前回:54.6万件 今回予想値:55.0万件

発表日時:9月21日21:30

建設業界は、どの国でも景気の直近を表す「バロメータ」と言われています。つまり、景気の影響をモロに&すぐに受ける業界なんですね。

その意味では、住宅着工件数の改善は大きな買い材料となります。「直近の景気が回復し始めている」と言えますからね。今回の予想は、数字だけ見れば僅かな改善ですが、これまでの住宅着工件数の推移から考えれば、とても大きな一歩となる可能性があります。

相場をにらんだまま、次の動きを模索している投機筋に対して、「ドル買いかな…」と思わせる最初のジャブになり得る指標と言えるでしょう。



■アメリカ:FOMC政策金利■

前回:0.25% 今回予想値:0.25%

発表日時:9月22日3:15

「改善に好感が持てる」という指標ではありません。予想値は前回と同じですし、この予想に違いはないでしょう。ただし、注目はその時に発表される様々なコメントです。

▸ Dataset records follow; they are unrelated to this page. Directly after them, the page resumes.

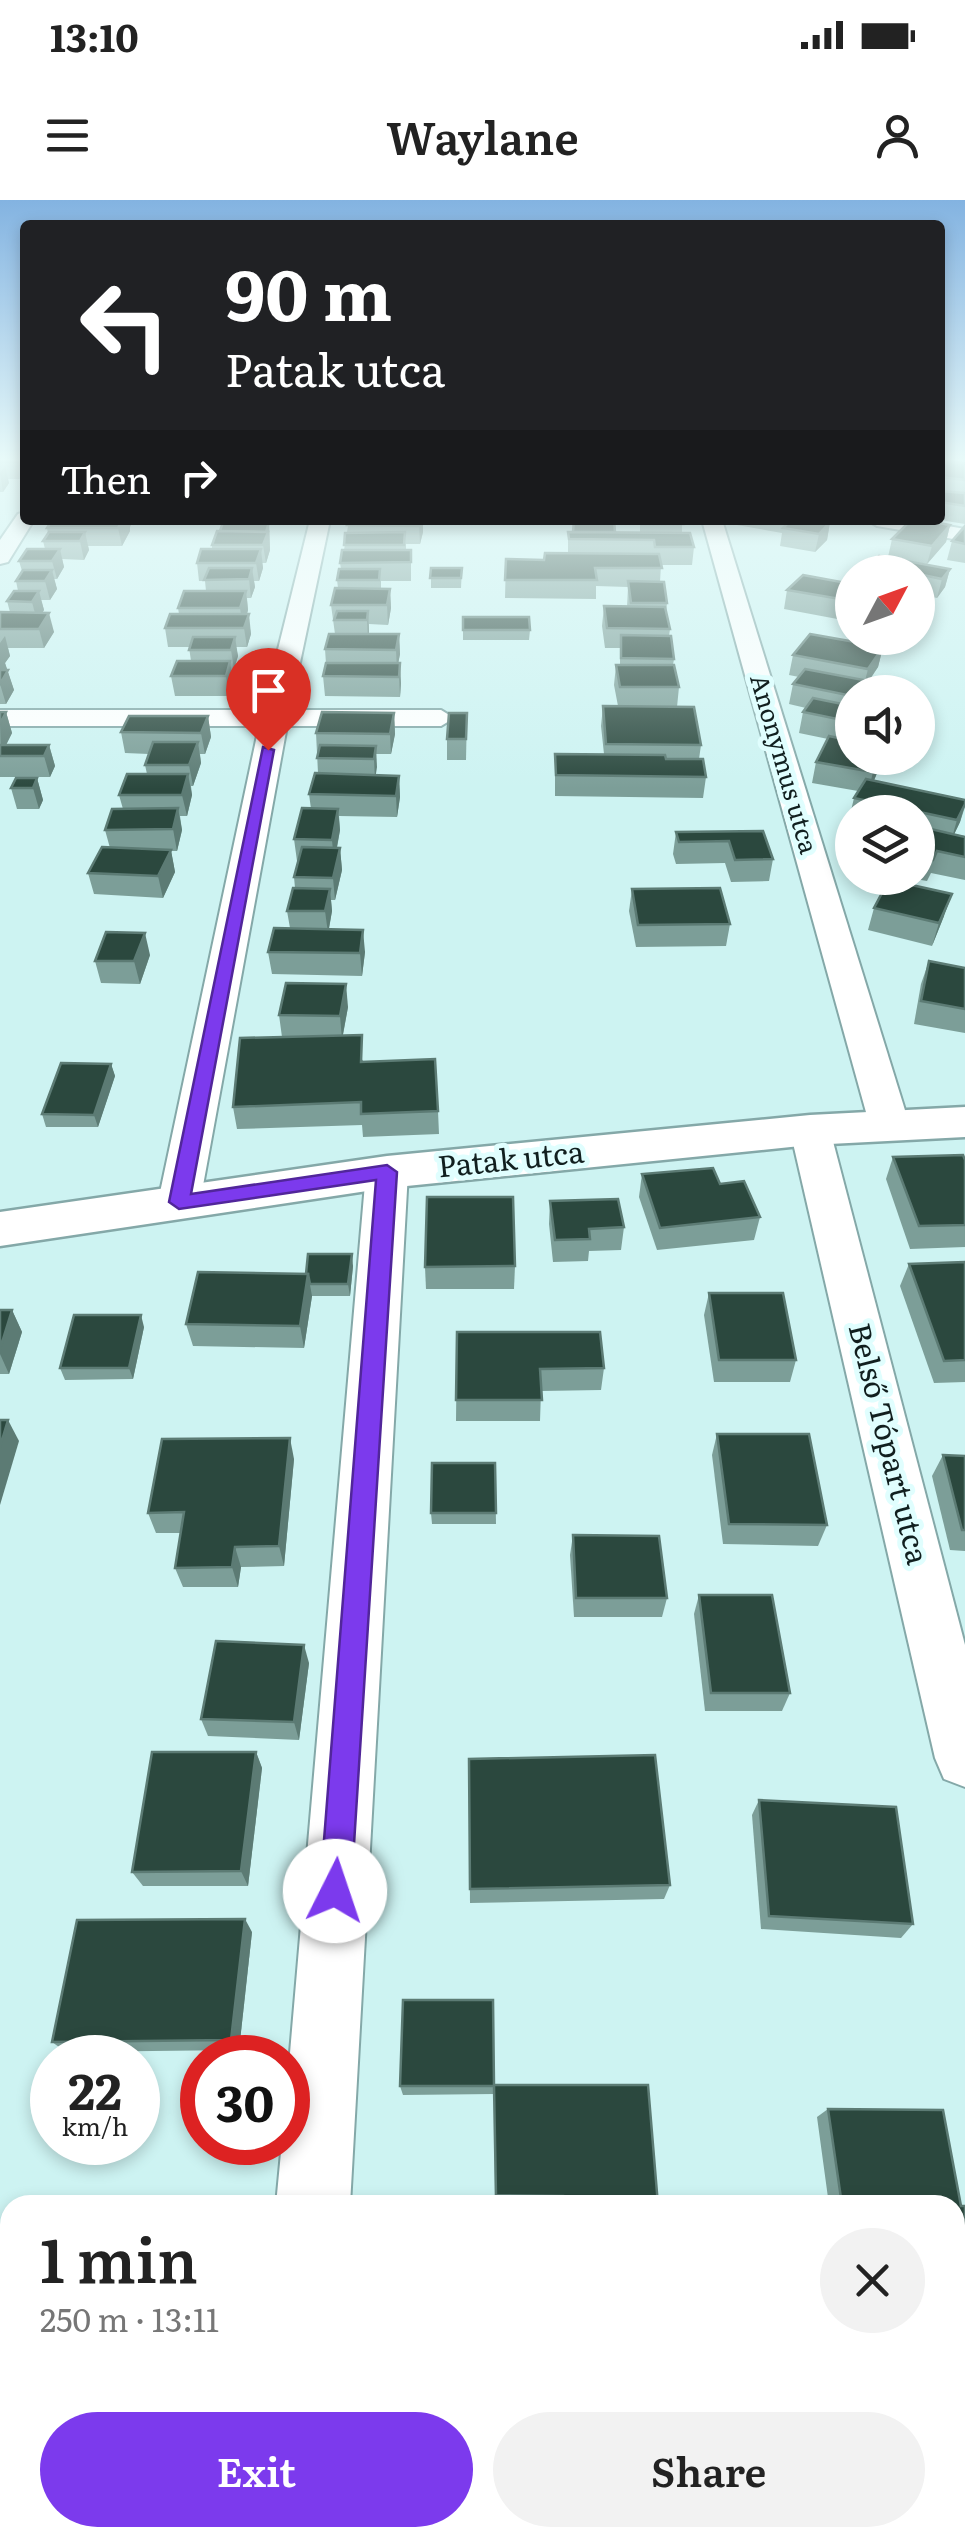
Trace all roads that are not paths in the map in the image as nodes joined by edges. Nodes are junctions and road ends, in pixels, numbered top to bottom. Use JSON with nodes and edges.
{"nodes":[{"id":1,"x":308,"y":571,"type":"edge"},
{"id":2,"x":727,"y":571,"type":"edge"},
{"id":3,"x":275,"y":716,"type":"junction"},
{"id":4,"x":0,"y":718,"type":"edge"},
{"id":5,"x":441,"y":718,"type":"dead end"},
{"id":6,"x":965,"y":1122,"type":"edge"},
{"id":7,"x":889,"y":1123,"type":"junction"},
{"id":8,"x":810,"y":1130,"type":"junction"},
{"id":9,"x":387,"y":1172,"type":"junction"},
{"id":10,"x":179,"y":1202,"type":"junction"},
{"id":11,"x":0,"y":1229,"type":"edge"},
{"id":12,"x":965,"y":1758,"type":"edge"},
{"id":13,"x":314,"y":2195,"type":"edge"}],
"edges":[{"from":1,"to":3,"type":"street"},
{"from":2,"to":7,"type":"street","name":"Anonymus utca"},
{"from":3,"to":4,"type":"street"},
{"from":3,"to":5,"type":"street"},
{"from":3,"to":10,"type":"street"},
{"from":6,"to":7,"type":"street","name":"Patak utca"},
{"from":7,"to":8,"type":"street","name":"Patak utca"},
{"from":8,"to":9,"type":"street","name":"Patak utca"},
{"from":8,"to":12,"type":"street","name":"Belső Tópart utca"},
{"from":9,"to":10,"type":"street","name":"Patak utca"},
{"from":9,"to":13,"type":"street"},
{"from":10,"to":11,"type":"street","name":"Patak utca"}]}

今週、アメリカには好印象が持てる指標が多くあるのですが、それを受けて、強気でポジティブなコメントも期待できます。もちろん、それと同時に日本への介入阻止に向けた「威嚇(いかく)」もあるでしょうが、それをいちいち気にするほど市場は単純ではありません。

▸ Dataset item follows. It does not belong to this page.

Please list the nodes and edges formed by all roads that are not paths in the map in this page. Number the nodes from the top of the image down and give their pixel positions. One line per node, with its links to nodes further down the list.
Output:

市場の日本の介入における反応は、冷やかでも歓迎的でもなく、「さ〜て、次はいつになるのかな…"」というものなのです。また、野田財務大臣も「近いうちに再介入を行う用意がある」とも受け取れるコメントを残しており、一気にドル買いが進む可能性も視野に入れておきましょう。



■アメリカ:8月中古住宅販売件数■

前回:383万件 今回予想値:410万件

発表日時:9月23日23:00

大幅な改善です。非常に好感が持てる指標と言えるでしょう。住宅販売は、そこから波及する影響が非常に大きいものです。家が売れなければ家具も売れませんし、その他の生活用品も売れません。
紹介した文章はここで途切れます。